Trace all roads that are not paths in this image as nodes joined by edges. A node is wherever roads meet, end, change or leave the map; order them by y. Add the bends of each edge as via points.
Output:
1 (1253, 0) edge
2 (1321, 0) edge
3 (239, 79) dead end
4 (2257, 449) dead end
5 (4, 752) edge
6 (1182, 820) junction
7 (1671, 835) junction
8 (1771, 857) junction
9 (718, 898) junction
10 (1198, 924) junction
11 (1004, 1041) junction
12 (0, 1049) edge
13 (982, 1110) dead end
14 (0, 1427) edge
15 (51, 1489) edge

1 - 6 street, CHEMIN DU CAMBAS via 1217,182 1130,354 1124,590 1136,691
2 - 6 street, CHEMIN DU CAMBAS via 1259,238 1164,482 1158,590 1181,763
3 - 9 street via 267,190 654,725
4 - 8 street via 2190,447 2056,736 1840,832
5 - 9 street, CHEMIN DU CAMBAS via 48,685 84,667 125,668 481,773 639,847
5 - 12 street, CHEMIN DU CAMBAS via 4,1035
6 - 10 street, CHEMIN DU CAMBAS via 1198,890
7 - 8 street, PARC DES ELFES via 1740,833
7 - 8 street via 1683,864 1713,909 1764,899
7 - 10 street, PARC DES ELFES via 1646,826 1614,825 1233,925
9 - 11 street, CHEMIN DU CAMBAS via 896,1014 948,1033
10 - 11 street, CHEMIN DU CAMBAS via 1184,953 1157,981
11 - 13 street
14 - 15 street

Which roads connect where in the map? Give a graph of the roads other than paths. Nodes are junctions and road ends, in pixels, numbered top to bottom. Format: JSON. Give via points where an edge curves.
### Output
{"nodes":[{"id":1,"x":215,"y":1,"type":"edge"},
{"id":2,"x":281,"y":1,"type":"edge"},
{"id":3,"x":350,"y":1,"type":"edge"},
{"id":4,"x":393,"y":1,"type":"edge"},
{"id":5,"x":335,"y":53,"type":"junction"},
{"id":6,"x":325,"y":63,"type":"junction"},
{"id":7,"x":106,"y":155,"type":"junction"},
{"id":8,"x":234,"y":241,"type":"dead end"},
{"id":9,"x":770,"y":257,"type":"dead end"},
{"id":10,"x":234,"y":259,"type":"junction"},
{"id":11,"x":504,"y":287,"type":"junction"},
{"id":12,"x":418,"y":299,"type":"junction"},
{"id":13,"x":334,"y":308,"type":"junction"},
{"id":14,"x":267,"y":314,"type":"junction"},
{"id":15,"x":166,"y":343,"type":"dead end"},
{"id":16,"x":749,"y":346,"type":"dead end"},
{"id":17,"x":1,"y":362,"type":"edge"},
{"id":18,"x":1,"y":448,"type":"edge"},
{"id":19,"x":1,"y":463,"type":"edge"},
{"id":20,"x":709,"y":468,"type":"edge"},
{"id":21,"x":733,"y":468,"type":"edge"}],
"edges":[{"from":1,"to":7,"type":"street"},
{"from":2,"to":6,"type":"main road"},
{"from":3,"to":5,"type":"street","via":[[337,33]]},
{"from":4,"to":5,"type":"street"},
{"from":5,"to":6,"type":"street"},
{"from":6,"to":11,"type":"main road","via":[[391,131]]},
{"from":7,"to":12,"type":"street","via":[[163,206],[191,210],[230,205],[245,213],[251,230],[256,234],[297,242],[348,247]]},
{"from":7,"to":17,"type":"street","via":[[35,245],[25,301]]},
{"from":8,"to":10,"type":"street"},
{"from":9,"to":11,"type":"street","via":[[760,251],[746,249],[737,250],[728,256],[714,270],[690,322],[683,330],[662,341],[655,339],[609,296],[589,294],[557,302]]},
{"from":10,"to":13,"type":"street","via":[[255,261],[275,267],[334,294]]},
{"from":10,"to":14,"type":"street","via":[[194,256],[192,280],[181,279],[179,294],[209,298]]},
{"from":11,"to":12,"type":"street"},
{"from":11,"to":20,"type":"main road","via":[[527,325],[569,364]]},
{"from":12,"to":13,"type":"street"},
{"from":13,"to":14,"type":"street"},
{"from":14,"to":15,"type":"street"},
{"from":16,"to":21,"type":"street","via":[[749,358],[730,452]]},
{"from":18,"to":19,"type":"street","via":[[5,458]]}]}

════

- [What to produce]
Exactly and without omission, set down every entry.

- [Output for this task]
Trace all roads that are not paths in this image as nodes joined by edges. A node is wherever roads meet, end, change or leave the map; order them by y. Add the bends of each edge as via points.
Output:
1 (1253, 0) edge
2 (1321, 0) edge
3 (239, 79) dead end
4 (2257, 449) dead end
5 (4, 752) edge
6 (1182, 820) junction
7 (1671, 835) junction
8 (1771, 857) junction
9 (718, 898) junction
10 (1198, 924) junction
11 (1004, 1041) junction
12 (0, 1049) edge
13 (982, 1110) dead end
14 (0, 1427) edge
15 (51, 1489) edge

1 - 6 street, CHEMIN DU CAMBAS via 1217,182 1130,354 1124,590 1136,691
2 - 6 street, CHEMIN DU CAMBAS via 1259,238 1164,482 1158,590 1181,763
3 - 9 street via 267,190 654,725
4 - 8 street via 2190,447 2056,736 1840,832
5 - 9 street, CHEMIN DU CAMBAS via 48,685 84,667 125,668 481,773 639,847
5 - 12 street, CHEMIN DU CAMBAS via 4,1035
6 - 10 street, CHEMIN DU CAMBAS via 1198,890
7 - 8 street, PARC DES ELFES via 1740,833
7 - 8 street via 1683,864 1713,909 1764,899
7 - 10 street, PARC DES ELFES via 1646,826 1614,825 1233,925
9 - 11 street, CHEMIN DU CAMBAS via 896,1014 948,1033
10 - 11 street, CHEMIN DU CAMBAS via 1184,953 1157,981
11 - 13 street
14 - 15 street

Which roads connect where in the map? Give a graph of the roads other than paths. Nodes are junctions and road ends, in pixels, numbered top to bottom. Format: JSON. Give via points where an edge curves.
### Output
{"nodes":[{"id":1,"x":215,"y":1,"type":"edge"},
{"id":2,"x":281,"y":1,"type":"edge"},
{"id":3,"x":350,"y":1,"type":"edge"},
{"id":4,"x":393,"y":1,"type":"edge"},
{"id":5,"x":335,"y":53,"type":"junction"},
{"id":6,"x":325,"y":63,"type":"junction"},
{"id":7,"x":106,"y":155,"type":"junction"},
{"id":8,"x":234,"y":241,"type":"dead end"},
{"id":9,"x":770,"y":257,"type":"dead end"},
{"id":10,"x":234,"y":259,"type":"junction"},
{"id":11,"x":504,"y":287,"type":"junction"},
{"id":12,"x":418,"y":299,"type":"junction"},
{"id":13,"x":334,"y":308,"type":"junction"},
{"id":14,"x":267,"y":314,"type":"junction"},
{"id":15,"x":166,"y":343,"type":"dead end"},
{"id":16,"x":749,"y":346,"type":"dead end"},
{"id":17,"x":1,"y":362,"type":"edge"},
{"id":18,"x":1,"y":448,"type":"edge"},
{"id":19,"x":1,"y":463,"type":"edge"},
{"id":20,"x":709,"y":468,"type":"edge"},
{"id":21,"x":733,"y":468,"type":"edge"}],
"edges":[{"from":1,"to":7,"type":"street"},
{"from":2,"to":6,"type":"main road"},
{"from":3,"to":5,"type":"street","via":[[337,33]]},
{"from":4,"to":5,"type":"street"},
{"from":5,"to":6,"type":"street"},
{"from":6,"to":11,"type":"main road","via":[[391,131]]},
{"from":7,"to":12,"type":"street","via":[[163,206],[191,210],[230,205],[245,213],[251,230],[256,234],[297,242],[348,247]]},
{"from":7,"to":17,"type":"street","via":[[35,245],[25,301]]},
{"from":8,"to":10,"type":"street"},
{"from":9,"to":11,"type":"street","via":[[760,251],[746,249],[737,250],[728,256],[714,270],[690,322],[683,330],[662,341],[655,339],[609,296],[589,294],[557,302]]},
{"from":10,"to":13,"type":"street","via":[[255,261],[275,267],[334,294]]},
{"from":10,"to":14,"type":"street","via":[[194,256],[192,280],[181,279],[179,294],[209,298]]},
{"from":11,"to":12,"type":"street"},
{"from":11,"to":20,"type":"main road","via":[[527,325],[569,364]]},
{"from":12,"to":13,"type":"street"},
{"from":13,"to":14,"type":"street"},
{"from":14,"to":15,"type":"street"},
{"from":16,"to":21,"type":"street","via":[[749,358],[730,452]]},
{"from":18,"to":19,"type":"street","via":[[5,458]]}]}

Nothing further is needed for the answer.